▸ TASK TO COMPLETE
One figure is wanted here: how many lines in the entries hold the word "Resources".

Extracted data entries
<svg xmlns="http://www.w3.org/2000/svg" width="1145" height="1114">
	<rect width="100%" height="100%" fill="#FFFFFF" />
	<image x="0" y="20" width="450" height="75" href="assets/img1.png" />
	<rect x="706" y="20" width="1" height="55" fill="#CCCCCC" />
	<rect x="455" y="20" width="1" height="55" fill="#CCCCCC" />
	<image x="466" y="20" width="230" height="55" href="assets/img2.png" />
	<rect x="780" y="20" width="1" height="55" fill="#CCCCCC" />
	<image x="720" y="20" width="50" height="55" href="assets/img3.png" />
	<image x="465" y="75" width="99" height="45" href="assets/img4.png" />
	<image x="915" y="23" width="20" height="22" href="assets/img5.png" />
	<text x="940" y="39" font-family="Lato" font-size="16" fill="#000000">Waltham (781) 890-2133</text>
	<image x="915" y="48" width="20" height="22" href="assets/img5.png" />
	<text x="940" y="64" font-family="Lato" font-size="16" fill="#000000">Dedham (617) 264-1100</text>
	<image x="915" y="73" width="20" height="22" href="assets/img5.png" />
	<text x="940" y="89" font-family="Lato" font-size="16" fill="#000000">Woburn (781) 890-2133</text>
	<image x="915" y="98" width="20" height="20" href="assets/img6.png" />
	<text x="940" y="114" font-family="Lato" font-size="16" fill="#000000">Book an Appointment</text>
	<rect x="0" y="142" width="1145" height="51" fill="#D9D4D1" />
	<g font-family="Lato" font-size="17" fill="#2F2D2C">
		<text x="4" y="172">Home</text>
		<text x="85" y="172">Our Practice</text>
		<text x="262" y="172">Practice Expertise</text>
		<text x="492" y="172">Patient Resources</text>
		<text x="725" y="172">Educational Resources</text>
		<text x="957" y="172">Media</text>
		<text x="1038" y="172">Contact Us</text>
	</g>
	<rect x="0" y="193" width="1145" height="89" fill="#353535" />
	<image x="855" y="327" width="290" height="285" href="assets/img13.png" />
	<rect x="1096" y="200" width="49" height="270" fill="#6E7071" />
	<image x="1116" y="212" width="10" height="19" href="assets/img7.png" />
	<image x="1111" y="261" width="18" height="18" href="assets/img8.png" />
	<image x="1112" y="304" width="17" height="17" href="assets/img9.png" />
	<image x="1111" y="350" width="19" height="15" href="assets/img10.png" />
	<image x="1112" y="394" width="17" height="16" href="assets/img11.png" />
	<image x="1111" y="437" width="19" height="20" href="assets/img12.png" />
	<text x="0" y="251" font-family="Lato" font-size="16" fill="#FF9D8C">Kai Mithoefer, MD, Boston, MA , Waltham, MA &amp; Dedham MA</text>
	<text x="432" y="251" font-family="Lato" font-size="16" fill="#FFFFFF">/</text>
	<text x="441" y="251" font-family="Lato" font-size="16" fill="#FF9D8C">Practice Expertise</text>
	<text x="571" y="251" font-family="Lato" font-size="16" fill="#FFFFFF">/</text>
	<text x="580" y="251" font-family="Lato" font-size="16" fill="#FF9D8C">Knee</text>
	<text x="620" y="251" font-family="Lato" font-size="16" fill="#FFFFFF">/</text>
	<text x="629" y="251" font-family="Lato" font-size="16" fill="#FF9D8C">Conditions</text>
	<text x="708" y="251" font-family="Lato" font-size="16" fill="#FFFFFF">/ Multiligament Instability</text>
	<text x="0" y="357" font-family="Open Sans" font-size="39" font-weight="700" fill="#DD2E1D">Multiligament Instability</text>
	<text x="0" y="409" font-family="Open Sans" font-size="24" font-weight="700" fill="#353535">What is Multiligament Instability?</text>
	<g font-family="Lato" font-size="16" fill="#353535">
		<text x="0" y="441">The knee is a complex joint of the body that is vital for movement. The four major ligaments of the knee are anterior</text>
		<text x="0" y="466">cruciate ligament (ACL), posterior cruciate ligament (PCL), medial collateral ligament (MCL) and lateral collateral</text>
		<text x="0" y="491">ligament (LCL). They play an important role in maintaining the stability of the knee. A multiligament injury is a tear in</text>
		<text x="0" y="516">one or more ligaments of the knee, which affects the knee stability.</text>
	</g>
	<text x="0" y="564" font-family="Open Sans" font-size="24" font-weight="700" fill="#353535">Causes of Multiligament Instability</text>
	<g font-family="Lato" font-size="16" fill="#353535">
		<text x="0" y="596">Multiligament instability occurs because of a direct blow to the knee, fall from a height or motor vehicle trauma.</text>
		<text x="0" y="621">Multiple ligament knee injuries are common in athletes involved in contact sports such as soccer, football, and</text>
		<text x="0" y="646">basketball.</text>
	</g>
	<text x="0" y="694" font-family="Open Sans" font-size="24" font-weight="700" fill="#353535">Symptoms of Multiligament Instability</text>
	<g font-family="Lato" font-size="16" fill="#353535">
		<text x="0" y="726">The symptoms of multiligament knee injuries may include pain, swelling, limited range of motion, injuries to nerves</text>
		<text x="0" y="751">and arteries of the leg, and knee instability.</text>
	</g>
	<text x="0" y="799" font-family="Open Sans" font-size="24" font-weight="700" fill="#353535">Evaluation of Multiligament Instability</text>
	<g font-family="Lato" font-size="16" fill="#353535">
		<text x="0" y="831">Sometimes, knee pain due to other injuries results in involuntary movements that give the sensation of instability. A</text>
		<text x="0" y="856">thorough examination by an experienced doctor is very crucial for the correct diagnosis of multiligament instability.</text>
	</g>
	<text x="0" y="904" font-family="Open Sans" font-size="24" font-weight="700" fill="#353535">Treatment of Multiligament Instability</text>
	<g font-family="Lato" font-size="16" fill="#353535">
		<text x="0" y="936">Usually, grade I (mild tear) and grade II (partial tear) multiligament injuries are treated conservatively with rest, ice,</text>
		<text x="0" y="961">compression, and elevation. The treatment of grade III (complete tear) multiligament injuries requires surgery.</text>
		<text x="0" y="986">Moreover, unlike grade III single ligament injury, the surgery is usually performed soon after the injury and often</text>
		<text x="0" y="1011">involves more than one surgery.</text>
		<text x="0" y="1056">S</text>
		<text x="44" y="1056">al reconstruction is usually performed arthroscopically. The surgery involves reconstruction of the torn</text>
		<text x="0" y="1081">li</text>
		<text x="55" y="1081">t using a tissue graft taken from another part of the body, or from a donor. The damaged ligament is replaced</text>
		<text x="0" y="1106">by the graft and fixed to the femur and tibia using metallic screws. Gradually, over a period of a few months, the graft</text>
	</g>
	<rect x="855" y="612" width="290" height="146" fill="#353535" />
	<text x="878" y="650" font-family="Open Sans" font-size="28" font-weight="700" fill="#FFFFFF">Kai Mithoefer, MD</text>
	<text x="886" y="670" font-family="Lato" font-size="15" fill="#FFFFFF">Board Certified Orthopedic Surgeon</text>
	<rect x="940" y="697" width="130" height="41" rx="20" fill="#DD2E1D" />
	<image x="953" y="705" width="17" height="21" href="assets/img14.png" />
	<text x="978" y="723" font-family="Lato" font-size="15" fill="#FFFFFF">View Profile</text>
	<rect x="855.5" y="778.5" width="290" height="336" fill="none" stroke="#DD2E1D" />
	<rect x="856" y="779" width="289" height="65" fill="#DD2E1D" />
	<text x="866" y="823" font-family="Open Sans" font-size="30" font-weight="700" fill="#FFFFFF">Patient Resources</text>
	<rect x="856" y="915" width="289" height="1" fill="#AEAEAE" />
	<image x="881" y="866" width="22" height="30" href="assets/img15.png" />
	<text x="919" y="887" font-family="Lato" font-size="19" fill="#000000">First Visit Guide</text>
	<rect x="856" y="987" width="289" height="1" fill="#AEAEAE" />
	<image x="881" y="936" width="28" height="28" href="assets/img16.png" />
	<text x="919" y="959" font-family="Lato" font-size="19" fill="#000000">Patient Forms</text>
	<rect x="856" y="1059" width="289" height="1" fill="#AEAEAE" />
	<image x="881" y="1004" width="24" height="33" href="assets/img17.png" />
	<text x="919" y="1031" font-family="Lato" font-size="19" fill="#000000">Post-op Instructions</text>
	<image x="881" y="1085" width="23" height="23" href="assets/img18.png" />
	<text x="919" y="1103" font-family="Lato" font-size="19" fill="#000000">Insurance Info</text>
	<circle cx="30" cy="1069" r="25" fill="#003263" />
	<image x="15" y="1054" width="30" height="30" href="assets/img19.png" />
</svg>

▸ WRITTEN ANSWER
3